One of his earliest and best-known screenplays was for the 1968 film If…,  directed by Lindsay Anderson and starring Malcolm McDowell, which successfully rode the Sixties’ Zeitgeist with its portrayal of schoolboy revolt and full-scale war against the school authorities. The grit for this pearl came courtesy of his days at Tonbridge School where they prophetically branded him ‘subversive’. Howlett made an interesting observation of attitudes to different categories of creative writing in telling how Anderson felt free to unilaterally cut, splice, bend and reshape a screenplay while revering every punctuation mark in the script of a play. John continued to carry a torch for subversion with a piece on the ‘rebel without a cause’, James Dean.

Given his cosmopolitan family background, it was not surprising to hear that our speaker became a self-confessed ‘wandering minstrel’ screenwriting thoughtful, ambiguous and critically well-received TV thrillers in England, Germany and Italy.

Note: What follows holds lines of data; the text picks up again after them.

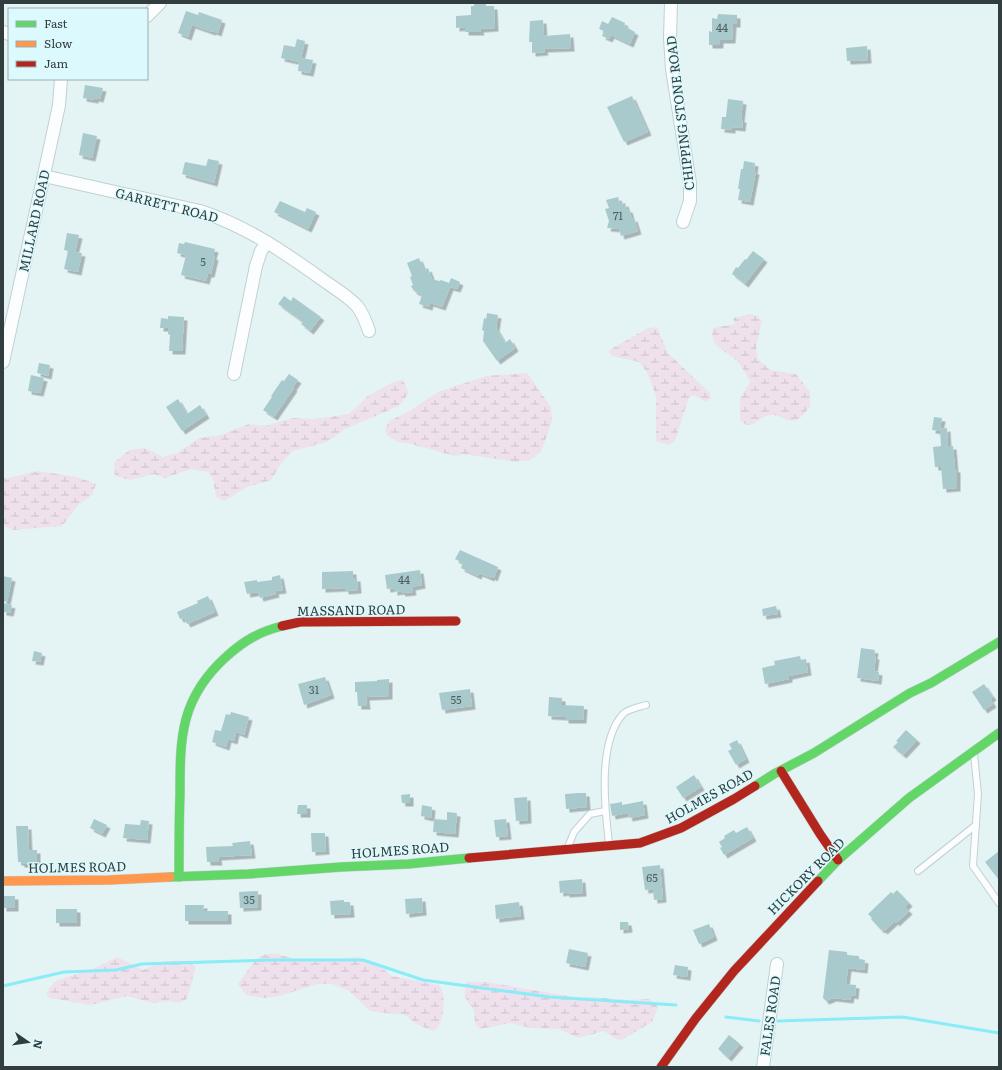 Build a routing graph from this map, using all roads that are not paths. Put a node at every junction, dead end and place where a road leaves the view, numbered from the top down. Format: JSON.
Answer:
{"nodes":[{"id":1,"x":160,"y":3,"type":"edge"},
{"id":2,"x":671,"y":3,"type":"edge"},
{"id":3,"x":148,"y":15,"type":"edge"},
{"id":4,"x":61,"y":80,"type":"edge"},
{"id":5,"x":44,"y":176,"type":"junction"},
{"id":6,"x":683,"y":222,"type":"dead end"},
{"id":7,"x":267,"y":242,"type":"junction"},
{"id":8,"x":369,"y":331,"type":"dead end"},
{"id":9,"x":3,"y":362,"type":"edge"},
{"id":10,"x":234,"y":374,"type":"dead end"},
{"id":11,"x":456,"y":621,"type":"dead end"},
{"id":12,"x":999,"y":642,"type":"edge"},
{"id":13,"x":646,"y":705,"type":"dead end"},
{"id":14,"x":999,"y":734,"type":"edge"},
{"id":15,"x":974,"y":752,"type":"junction"},
{"id":16,"x":780,"y":771,"type":"junction"},
{"id":17,"x":605,"y":811,"type":"junction"},
{"id":18,"x":976,"y":825,"type":"junction"},
{"id":19,"x":609,"y":846,"type":"junction"},
{"id":20,"x":567,"y":850,"type":"junction"},
{"id":21,"x":838,"y":860,"type":"junction"},
{"id":22,"x":918,"y":871,"type":"dead end"},
{"id":23,"x":179,"y":877,"type":"junction"},
{"id":24,"x":3,"y":881,"type":"edge"},
{"id":25,"x":999,"y":903,"type":"edge"},
{"id":26,"x":777,"y":964,"type":"dead end"},
{"id":27,"x":661,"y":1067,"type":"edge"},
{"id":28,"x":763,"y":1067,"type":"edge"}],
"edges":[{"from":1,"to":3,"type":"street"},
{"from":2,"to":6,"type":"street","name":"CHIPPING STONE ROAD"},
{"from":4,"to":5,"type":"street","name":"MILLARD ROAD"},
{"from":5,"to":7,"type":"street","name":"GARRETT ROAD"},
{"from":5,"to":9,"type":"street","name":"MILLARD ROAD"},
{"from":7,"to":8,"type":"street","name":"GARRETT ROAD"},
{"from":7,"to":10,"type":"street"},
{"from":11,"to":23,"type":"street","name":"MASSAND ROAD"},
{"from":12,"to":16,"type":"street","name":"HOLMES ROAD"},
{"from":13,"to":17,"type":"lane"},
{"from":14,"to":15,"type":"street","name":"HICKORY ROAD"},
{"from":15,"to":18,"type":"lane"},
{"from":15,"to":21,"type":"street","name":"HICKORY ROAD"},
{"from":16,"to":19,"type":"street","name":"HOLMES ROAD"},
{"from":16,"to":21,"type":"street"},
{"from":17,"to":19,"type":"lane"},
{"from":17,"to":20,"type":"lane"},
{"from":18,"to":22,"type":"lane"},
{"from":18,"to":25,"type":"lane"},
{"from":19,"to":20,"type":"street","name":"HOLMES ROAD"},
{"from":20,"to":23,"type":"street","name":"HOLMES ROAD"},
{"from":21,"to":27,"type":"street","name":"HICKORY ROAD"},
{"from":23,"to":24,"type":"street","name":"HOLMES ROAD"},
{"from":26,"to":28,"type":"street","name":"FALES ROAD"}]} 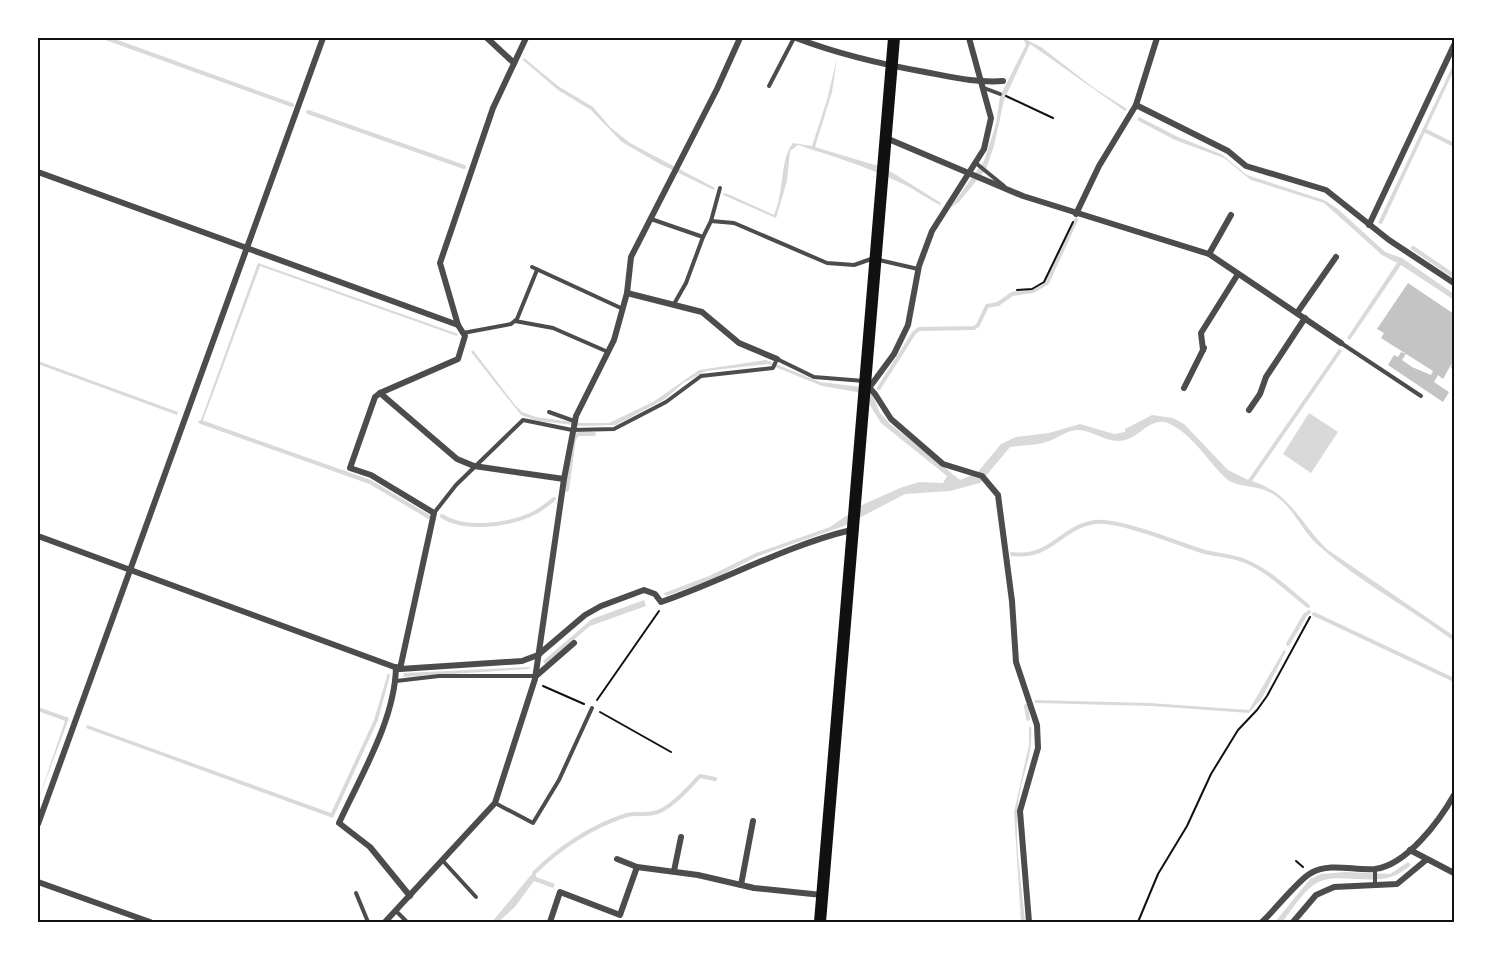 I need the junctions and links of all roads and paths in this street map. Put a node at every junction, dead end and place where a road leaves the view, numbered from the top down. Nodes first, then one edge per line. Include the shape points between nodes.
1 (323, 38) edge
2 (487, 38) edge
3 (526, 38) edge
4 (740, 38) edge
5 (795, 38) edge
6 (894, 38) edge
7 (969, 38) edge
8 (1157, 38) edge
9 (1455, 45) edge
10 (514, 63) junction
11 (891, 66) junction
12 (1003, 81) dead end
13 (981, 85) junction
14 (769, 86) dead end
15 (1000, 94) dead end
16 (1008, 97) dead end
17 (1136, 105) junction
18 (1053, 117) dead end
19 (886, 138) junction
20 (978, 166) junction
21 (38, 172) edge
22 (975, 176) junction
23 (720, 188) dead end
24 (1011, 191) junction
25 (1076, 214) junction
26 (1232, 215) dead end
27 (650, 219) junction
28 (711, 221) junction
29 (1369, 225) junction
30 (704, 237) junction
31 (247, 249) junction
32 (1209, 254) junction
33 (1336, 257) dead end
34 (875, 258) junction
35 (532, 267) dead end
36 (537, 270) junction
37 (919, 270) junction
38 (1238, 274) junction
39 (1455, 283) edge
40 (1017, 290) dead end
41 (627, 293) junction
42 (674, 304) junction
43 (623, 309) junction
44 (1297, 313) junction
45 (1305, 318) junction
46 (515, 321) junction
47 (458, 325) junction
48 (463, 333) junction
49 (1341, 343) joint
50 (608, 352) junction
51 (777, 360) junction
52 (864, 388) junction
53 (1184, 388) dead end
54 (380, 393) junction
55 (1421, 396) dead end
56 (1249, 410) dead end
57 (549, 412) dead end
58 (575, 421) junction
59 (572, 430) junction
60 (474, 466) junction
61 (564, 479) junction
62 (434, 513) junction
63 (851, 527) junction
64 (38, 536) edge
65 (130, 571) junction
66 (661, 602) junction
67 (1310, 617) dead end
68 (574, 643) dead end
69 (538, 655) junction
70 (398, 668) junction
71 (535, 679) junction
72 (396, 681) junction
73 (592, 708) junction
74 (671, 752) dead end
75 (1455, 795) edge
76 (495, 803) junction
77 (753, 821) dead end
78 (38, 824) edge
79 (681, 837) dead end
80 (1410, 850) junction
81 (617, 859) dead end
82 (443, 861) junction
83 (1426, 861) junction
84 (637, 867) junction
85 (1375, 869) junction
86 (674, 872) junction
87 (1455, 873) edge
88 (38, 882) edge
89 (741, 885) junction
90 (1375, 886) junction
91 (356, 893) dead end
92 (822, 895) junction
93 (410, 896) junction
94 (476, 897) dead end
95 (396, 911) junction
96 (150, 922) edge
97 (368, 922) edge
98 (385, 922) edge
99 (407, 922) edge
100 (550, 922) edge
101 (820, 922) edge
102 (1029, 922) edge
103 (1138, 922) edge
104 (1263, 922) edge
105 (1293, 922) edge

1 - 31 street
2 - 10 street
3 - 10 street
4 - 27 street
5 - 11 street via 842,55
5 - 14 lane
6 - 11 main road
7 - 13 street
8 - 17 street
9 - 29 street
10 - 47 street via 493,108 440,263
11 - 13 street
11 - 19 main road
12 - 13 street
13 - 15 lane
13 - 20 street via 991,118
16 - 18 path
17 - 25 street
17 - 29 street via 1228,151 1246,166 1326,190
19 - 22 street
19 - 34 main road
20 - 22 street
20 - 24 lane
21 - 31 street
22 - 24 street
22 - 37 street via 949,202 932,231
23 - 28 lane
24 - 25 street
25 - 32 street
25 - 40 path via 1044,282 1032,289
26 - 32 street
27 - 30 lane
27 - 41 street via 631,257
28 - 30 lane
28 - 34 lane via 734,223 827,263 855,265
29 - 39 street
30 - 42 lane
31 - 47 street
31 - 65 street
32 - 38 street
33 - 44 street
34 - 37 lane
34 - 52 main road
35 - 36 lane
36 - 43 lane
36 - 46 lane
37 - 52 street via 908,325 894,354
38 - 44 street
38 - 53 street via 1201,333 1204,348
41 - 42 street
41 - 43 street
42 - 51 street via 702,312 739,343
43 - 50 street
44 - 45 street
45 - 49 street
45 - 56 street via 1266,376
46 - 48 lane via 504,327
46 - 50 lane via 553,328
47 - 48 street
48 - 54 street via 458,359
49 - 55 lane
50 - 58 street
51 - 52 lane via 814,377
51 - 59 lane via 773,368 701,376 666,402 614,429
52 - 63 main road
52 - 102 street via 875,394 891,419 943,464 986,479 998,495 1016,662 1037,725 1038,748 1020,811
54 - 60 street via 436,444
54 - 62 street via 375,397 350,468 371,475
57 - 58 lane
58 - 59 street
59 - 60 lane via 522,420
59 - 61 street
60 - 61 street
60 - 62 lane
61 - 69 street
62 - 70 street
63 - 66 street via 762,558 708,586
63 - 92 main road
64 - 65 street
65 - 70 street
65 - 78 street
66 - 69 street via 655,594 644,590 601,606
66 - 73 path
67 - 103 path via 1267,696 1238,730 1211,774 1191,819 1158,874
68 - 71 street
69 - 70 street via 522,661
69 - 71 street
70 - 72 street
71 - 72 lane via 439,676
71 - 73 path
71 - 76 street
72 - 93 street via 387,720 339,823 370,847
73 - 74 path
73 - 76 lane via 559,780 532,823
75 - 80 street via 1440,819
76 - 82 street
77 - 89 street
79 - 86 street
80 - 83 street
80 - 85 street
81 - 84 street
82 - 93 street
82 - 94 lane
83 - 87 street
83 - 90 street via 1397,885
84 - 86 street
84 - 100 street via 620,915 560,892
85 - 90 lane
85 - 104 street via 1331,867 1310,873
86 - 89 street
88 - 96 street
89 - 92 street
90 - 105 street via 1334,887 1316,895
91 - 97 lane
92 - 101 main road
93 - 95 street
95 - 98 street
95 - 99 lane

Happily ensconced in the last of these, he found his professional life disrupted by the political advent of Silvio Berlusconi who   realigned the cultural axis of Italian TV towards Football Italia  and bunga-bunga parties. In a reflective coda, our guest spoke of his personal pantheon of masters of the written word: Lorca, Pablo Neruda and T.S. Eliot. 

This absorbing account of a varied, productive and principled professional career was enthusiastically appreciated by the assembled Lit. Soc. Members.

Sunday 1 April 2018

April 2018 News


Robert Hargreaves Reading Group
There is a change in venue and time for the April meeting. Members of the group should have had a notification of this from Howard Norton.

The Rye Bookshop.
There are a few events coming up in April, Thanks to Emma for providing these details:
On Thursday 5 April at 6pm, local author Peter Davey will be launching his debut novel 'Fraud' - a pacey thriller set in the world of film and publishing.
On Saturday 14 April at 6pm, crime author Graham Minett will be giving an evening talk about his books and writing process, and signing copies of the recently released 'Anything For Her' - a thrilling page-turner perfect for fans of 'The Girl Before' and 'Lie With Me'.
And on Saturday 28 April from 10am, we'll be joined by Colin Bateman, who will be signing copies of his crime thriller 'A Dreadful Trade', set on the coastline of Kent and Sussex.

Monsieur Ka, by Vesna Goldsworthy

Ann Driver writes: “I've just finished reading Vesna Goldsworthy's latest novel, Monsieur Ka. The launch was about ten days ago. It is an enthralling, tragic yet delightful story woven around the lives of White Russian exiles, set in 1947 London. It captures the sense of post war Britain in that coldest of cold winters. Vesna has a breath of knowledge of the history and societies of the counties of Europe devastated by the war and by Stalin's terror, which enriches and informs her work.”